--- Given entries Enclosed Below ---

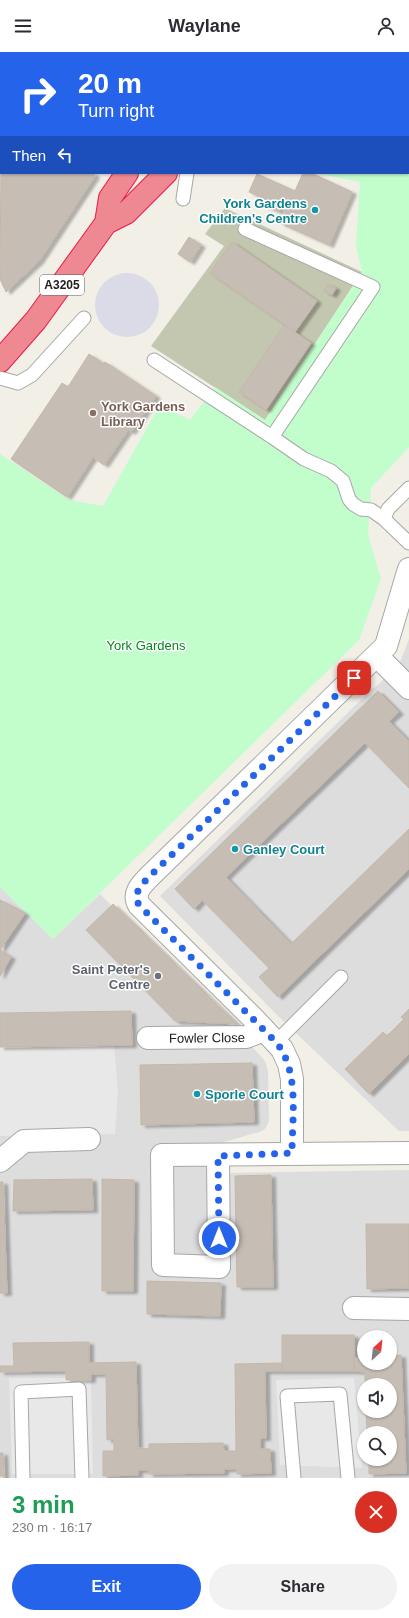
<!DOCTYPE html>
<html lang="en">
<head>
<meta charset="utf-8">
<style>
	:root { --surface:#fff; --page:#f2f2f3; --text:#2b2b33; --muted:#7c7c81; --accent:#2563eb }
	body { margin:0; font-family:Helvetica,sans-serif; background:var(--page); color:var(--text); height:100vh; display:flex; flex-direction:column; font-size:15px; white-space:nowrap }
	* { box-sizing:border-box; margin:0 }
	p { font-size:13px; color:var(--muted) }
	.icon { flex:none; width:22px; height:22px; fill:none; stroke:currentColor; stroke-width:2; stroke-linecap:round; stroke-linejoin:round }
	.map { position:relative; height:1426px; overflow:hidden }
	.drawer { display:flex; flex-direction:column; background:var(--surface); flex:1 }
	.drawer>* { flex:none }
	.banner { position:absolute; left:0px; top:0px; width:409px; height:122px; box-shadow:0 1px 3px #0004; background:#2563eb; color:#fff; overflow:hidden }
	.needle { width:26px; rotate:27deg }
	.buttons { position:absolute; left:357px; top:1278px; display:grid; gap:8px }
	.buttons a { display:grid; place-items:center; width:40px; height:40px; border-radius:50%; background:var(--surface); box-shadow:0 1px 3px #0004; font-size:20px }
	.pin { position:absolute; display:grid; place-items:center; width:34px; height:34px; color:#fff; margin:-17px; border-radius:8px; box-shadow:0 2px 6px #0006 }
	.me { position:absolute; width:44px; margin:-22px; rotate:0deg; stroke-linejoin:round; filter:drop-shadow(0 0 3px #0008) }
	.turn { display:flex; align-items:center; gap:14px; height:84px; padding:0 12px; font-size:18px }
	.turn .icon { width:52px; height:52px; stroke-width:2.5 }
	.turn b { display:block; font-size:28px; line-height:34px }
	.then { display:flex; align-items:center; height:38px; padding:0 12px; background:#0003; gap:8px; font-size:15px }
	.round { display:grid; place-items:center; flex:none; width:42px; height:42px; border-radius:21px; background:var(--page) }
	.summary { display:flex; align-items:center; justify-content:space-between; height:68px; padding:0 12px }
	h1 { font-size:24px; font-weight:700; line-height:30px; color:#1e9e55 }
	.action { display:flex; gap:8px; margin-top:auto; padding:8px 12px }
	.action a { flex:1; height:46px; border-radius:24px; background:var(--accent); color:#fff; font-size:16px; font-weight:700; line-height:46px; text-align:center }
	.action a+a { background:var(--page); color:var(--text) }
	header { display:flex; justify-content:space-between; align-items:center; height:52px; padding:0 12px; background:var(--surface); font-size:18px; font-weight:700 }
	.map>svg:first-child { display:block }
</style>
</head>
<body>
<header><svg class="icon" aria-label="menu" viewBox="0 0 24 24"><path d="M4 6h16M4 12h16M4 18h16"/></svg>Waylane<svg class="icon" aria-label="person" viewBox="0 0 24 24"><circle cx="12" cy="8" r="4"/><path d="M4 21q1-7 8-7t8 7"/></svg></header>
<div class="map">
<svg width="409" height="1426" viewBox="0 0 409 1426">
	<defs>
		<filter id="shadow"><feDropShadow dx="4.5" dy="2.5" stdDeviation="1" flood-color="#0004"/></filter>
	</defs>
	<rect width="100%" height="100%" fill="#f1efe6"/>
	<path fill="#dedddd" fill-rule="evenodd" d="M409,587V1079H399L279,965L160,844L372,637L378,633L400,610Z
		M0,835L53,887L100,842L260,1003L265,1009L268,1019L269,1069L265,1077L259,1080L224,1090L225,1121L409,1118V1426H0ZM364,1285H390V1311H364ZM364,1333H390V1359H364ZM364,1381H390V1407H364Z"/>
	<path fill="#c4c7b0" d="M225,156L362,220L265,368L151,294L224,194L205,182Z"/>
	<path fill="#c1fecc" d="M335,0H409V395L371,436L368,483L381,527L359,588L53,887L0,835V402L69,448L103,454L160,353L190,368L215,335L265,368L362,220L356,194L360,130L314,121H408V1H333Z"/>
	<path fill="#e8e8e8" d="M0,0H127L1,1L0,99Z
		M114,993L118,1039L115,1082L0,1084V995Z
		M9,1326H66L91,1328L93,1422H12Z
		M354,1326L362,1416L280,1413L276,1328Z"/>
	<path fill="#dbdae7" d="M95 253a32 32 0 1 1 64 0a32 32 0 1 1-64 0Z"/>
	<path fill="#c6beb5" stroke="#c4b7a7" filter="url(#shadow)" d="M1,108V121H93L95,124L39,209L6,240L0,227Z
		M303,121H311L352,140L329,193L280,171L287,157L281,154L279,160L263,153L266,147L249,140L257,122L295,139Z
		M189,185L201,193L190,210L178,202Z
		M232,190L317,249L295,280L210,221Z
		M328,232L336,236L332,243L324,239Z
		M284,273L311,291L266,358L239,340Z
		M89,302L104,312L105,310L156,344L131,380L128,378L104,413L93,405L67,445L11,407L62,331L68,335Z
		M378,639L399,660L389,669L409,689V736L365,691L226,825L291,892L409,777V817L278,945L259,925L269,916L202,848L194,857L175,837Z
		M0,848L25,861L0,898L11,905L0,924Z
		M113,852L237,972L175,969L86,878Z
		M409,957V1002L369,1042L345,1017L383,980L387,984L404,967L401,965Z
		M131,959L132,993L0,995V961Z
		M252,1011L254,1070L141,1073L140,1013Z
		M271,1123L273,1235H237L235,1124Z
		M92,1127L93,1158L13,1159L14,1128Z
		M102,1127L134,1128L133,1239H102Z
		M0,1130H3L7,1241H0Z
		M366,1172H409V1236L367,1237Z
		M147,1229L221,1231L220,1264L147,1262Z
		M282,1283H354V1319H282Z
		M89,1290V1311L136,1310L138,1396L149,1397V1392L223,1391L224,1399H236L235,1312L282,1311V1319H265L266,1386H260V1397H270L271,1421L237,1422V1417H224V1421L149,1422V1418H138V1423L103,1424V1399H114V1387L107,1388L106,1322H91V1328H66V1319L0,1320V1314H14L13,1291Z
		M401,1303L406,1421L369,1422V1407H390V1381H367L366,1359H390V1333H365V1320L354,1319V1306L364,1305V1311H390V1304Z
		M0,1401H3L4,1424H0Z"/>
	<g fill="none" stroke-linecap="round" stroke-linejoin="round">
		<g stroke="#a7a7a7" stroke-width="15">
			<path id="lane" d="M16,1L18,0
				M0,8H1
				M183,147L187,121
				M245,177L373,235L272,385L304,407L331,419L343,429L349,447L353,452L361,457L371,458L384,467L409,491
				M154,308L272,385
				M0,326L18,331L32,323L84,266
				M384,467L388,457L409,436
				M276,990L341,925
				M23,1426L21,1340L79,1337L82,1426
				M294,1426L287,1344L340,1342L348,1426"/>
		</g>
		<g stroke="#a7a7a7" stroke-width="24">
			<g id="street">
				<path d="M187,0L188,1"/>
				<path d="M377,604L409,636"/>
				<path id="s1" d="M148,986L246,985L264,978"/>
				<path d="M292,1101V1027L289,1012L282,997L254,967L139,853C132,841 142,832 151,823L386,594L409,517"/>
				<path d="M218,1103L219,1215L163,1213L162,1103L409,1101"/>
				<path d="M0,1109L24,1089L89,1087"/>
				<path d="M354,1256L409,1257"/>
			</g>
		</g>
		<g stroke="#e81a4b" stroke-width="24">
			<path id="highway" d="M228,1L229,0
				M293,1L294,0
				M106,171L110,146L127,121
				M0,309L36,268L106,171L126,161L166,121"/>
		</g>
		<use href="#lane" stroke="#fff" stroke-width="13"/>
		<use href="#street" stroke="#fff" stroke-width="22"/>
		<use href="#highway" stroke="#ee8891" stroke-width="22"/>
	</g>
	<g fill="none" stroke-linecap="round" stroke-linejoin="round">
		<path stroke="#2563eb" stroke-width="7" stroke-dasharray="0 12.6" d="M219,1186L218,1104L292,1101C292,1066 300,1019 276,990L139,853C132,841 142,832 151,823L354,626"/>
	</g>
	<g fill="#0f9aa8" stroke="#fff" stroke-width="1.5">
		<circle cx="315" cy="158" r="4"/>
		<circle cx="235" cy="797" r="4"/>
		<circle cx="197" cy="1042" r="4"/>
	</g>
	<circle fill="#8d6e63" stroke="#fff" stroke-width="1.5" cx="93" cy="361" r="4"/>
	<circle fill="#6b7280" stroke="#fff" stroke-width="1.5" cx="158" cy="924" r="4"/>
	<g text-anchor="middle" dominant-baseline="central" stroke-width="3" stroke-linejoin="round" paint-order="stroke">
		<rect fill="#fff" stroke="#636363" stroke-width="1" x="40" y="223" width="44" height="20" rx="3"/>
		<g font-size="12" font-weight="bold" fill="#202020">
			<text x="62" y="233">A3205</text>
		</g>
		<g font-size="13" font-weight="bold" fill="#0d838f" stroke="#fff" text-anchor="start">
			<text x="307" y="151" text-anchor="end">York Gardens<tspan x="307" dy="15">Children's Centre</tspan></text>
			<text x="243" y="797">Ganley Court</text>
			<text x="205" y="1042">Sporle Court</text>
		</g>
		<g font-size="13" font-weight="bold" fill="#785e54" stroke="#fff" text-anchor="start">
			<text x="101" y="354">York Gardens<tspan x="101" dy="15">Library</tspan></text>
		</g>
		<g font-size="13" fill="#03891c" stroke="#fff">
			<text x="146" y="593">York Gardens</text>
		</g>
		<g font-size="13" font-weight="bold" fill="#5b616d" stroke="#fff" text-anchor="end">
			<text x="150" y="917">Saint Peter's<tspan x="150" dy="15">Centre</tspan></text>
		</g>
		<g font-size="13" fill="#202020" stroke="#fff">
			<text stroke="none"><textPath href="#s1" startOffset="59">Fowler Close</textPath></text>
		</g>
	</g>
</svg>
<div class="buttons">
<a><svg class="needle" viewBox="-14 -14 28 28"><path d="M0-13l5 13h-10z" fill="#e53935"/><path d="M0 13l5-13h-10z" fill="#7c7c81"/></svg></a>
<a><svg class="icon" aria-label="sound" viewBox="0 0 24 24"><path d="M4 9h4l5-4v14l-5-4H4zM17 9q2 3 0 6"/></svg></a>
<a><svg class="icon" aria-label="search" viewBox="0 0 24 24"><circle cx="10" cy="10" r="6"/><path d="M15 15l6 6"/></svg></a>
</div>
<div class="pin" style="left:354px;top:626px;background:#d93025"><svg class="icon" aria-label="arrive" viewBox="0 0 24 24"><path d="M6 21V4h12l-3 4 3 4H6"/></svg></div>
<svg class="me" style="left:219px;top:1186px" viewBox="-20 -20 40 40"><circle r="17" fill="#2563eb" stroke="#fff" stroke-width="3"/><path d="M0-11L8 9 0 5-8 9z" fill="#fff"/></svg>
<div class="banner">
<div class="turn"><svg class="icon" aria-label="right" viewBox="0 0 24 24"><path d="M7 20v-9h11M14 6l5 5-5 5"/></svg><div><b>20 m</b>Turn right</div></div>
<div class="then">Then<svg class="icon" aria-label="left" viewBox="0 0 24 24"><path d="M17 20v-9H6M10 6l-5 5 5 5"/></svg></div>
</div>
</div>
<section class="drawer">
<div class="summary"><div><h1>3 min</h1><p>230 m · 16:17</p></div><a class="round" style="background:#d93025;color:#fff"><svg class="icon" aria-label="close" viewBox="0 0 24 24"><path d="M6 6l12 12M18 6L6 18"/></svg></a></div>
<div class="action"><a>Exit</a><a>Share</a></div>
</section>
</body>
</html>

--- End of Enclosed Given entries ---

_Task description_. Copy nothing but the lines from the top of the material through the line holding "flex:1; height:46px; border-radius:24px;", exactly as written; omit pictures.

_Task solution_.
<!DOCTYPE html>
<html lang="en">
<head>
<meta charset="utf-8">
<style>
	:root { --surface:#fff; --page:#f2f2f3; --text:#2b2b33; --muted:#7c7c81; --accent:#2563eb }
	body { margin:0; font-family:Helvetica,sans-serif; background:var(--page); color:var(--text); height:100vh; display:flex; flex-direction:column; font-size:15px; white-space:nowrap }
	* { box-sizing:border-box; margin:0 }
	p { font-size:13px; color:var(--muted) }
	.icon { flex:none; width:22px; height:22px; fill:none; stroke:currentColor; stroke-width:2; stroke-linecap:round; stroke-linejoin:round }
	.map { position:relative; height:1426px; overflow:hidden }
	.drawer { display:flex; flex-direction:column; background:var(--surface); flex:1 }
	.drawer>* { flex:none }
	.banner { position:absolute; left:0px; top:0px; width:409px; height:122px; box-shadow:0 1px 3px #0004; background:#2563eb; color:#fff; overflow:hidden }
	.needle { width:26px; rotate:27deg }
	.buttons { position:absolute; left:357px; top:1278px; display:grid; gap:8px }
	.buttons a { display:grid; place-items:center; width:40px; height:40px; border-radius:50%; background:var(--surface); box-shadow:0 1px 3px #0004; font-size:20px }
	.pin { position:absolute; display:grid; place-items:center; width:34px; height:34px; color:#fff; margin:-17px; border-radius:8px; box-shadow:0 2px 6px #0006 }
	.me { position:absolute; width:44px; margin:-22px; rotate:0deg; stroke-linejoin:round; filter:drop-shadow(0 0 3px #0008) }
	.turn { display:flex; align-items:center; gap:14px; height:84px; padding:0 12px; font-size:18px }
	.turn .icon { width:52px; height:52px; stroke-width:2.5 }
	.turn b { display:block; font-size:28px; line-height:34px }
	.then { display:flex; align-items:center; height:38px; padding:0 12px; background:#0003; gap:8px; font-size:15px }
	.round { display:grid; place-items:center; flex:none; width:42px; height:42px; border-radius:21px; background:var(--page) }
	.summary { display:flex; align-items:center; justify-content:space-between; height:68px; padding:0 12px }
	h1 { font-size:24px; font-weight:700; line-height:30px; color:#1e9e55 }
	.action { display:flex; gap:8px; margin-top:auto; padding:8px 12px }
	.action a { flex:1; height:46px; border-radius:24px; background:var(--accent); color:#fff; font-size:16px; font-weight:700; line-height:46px; text-align:center }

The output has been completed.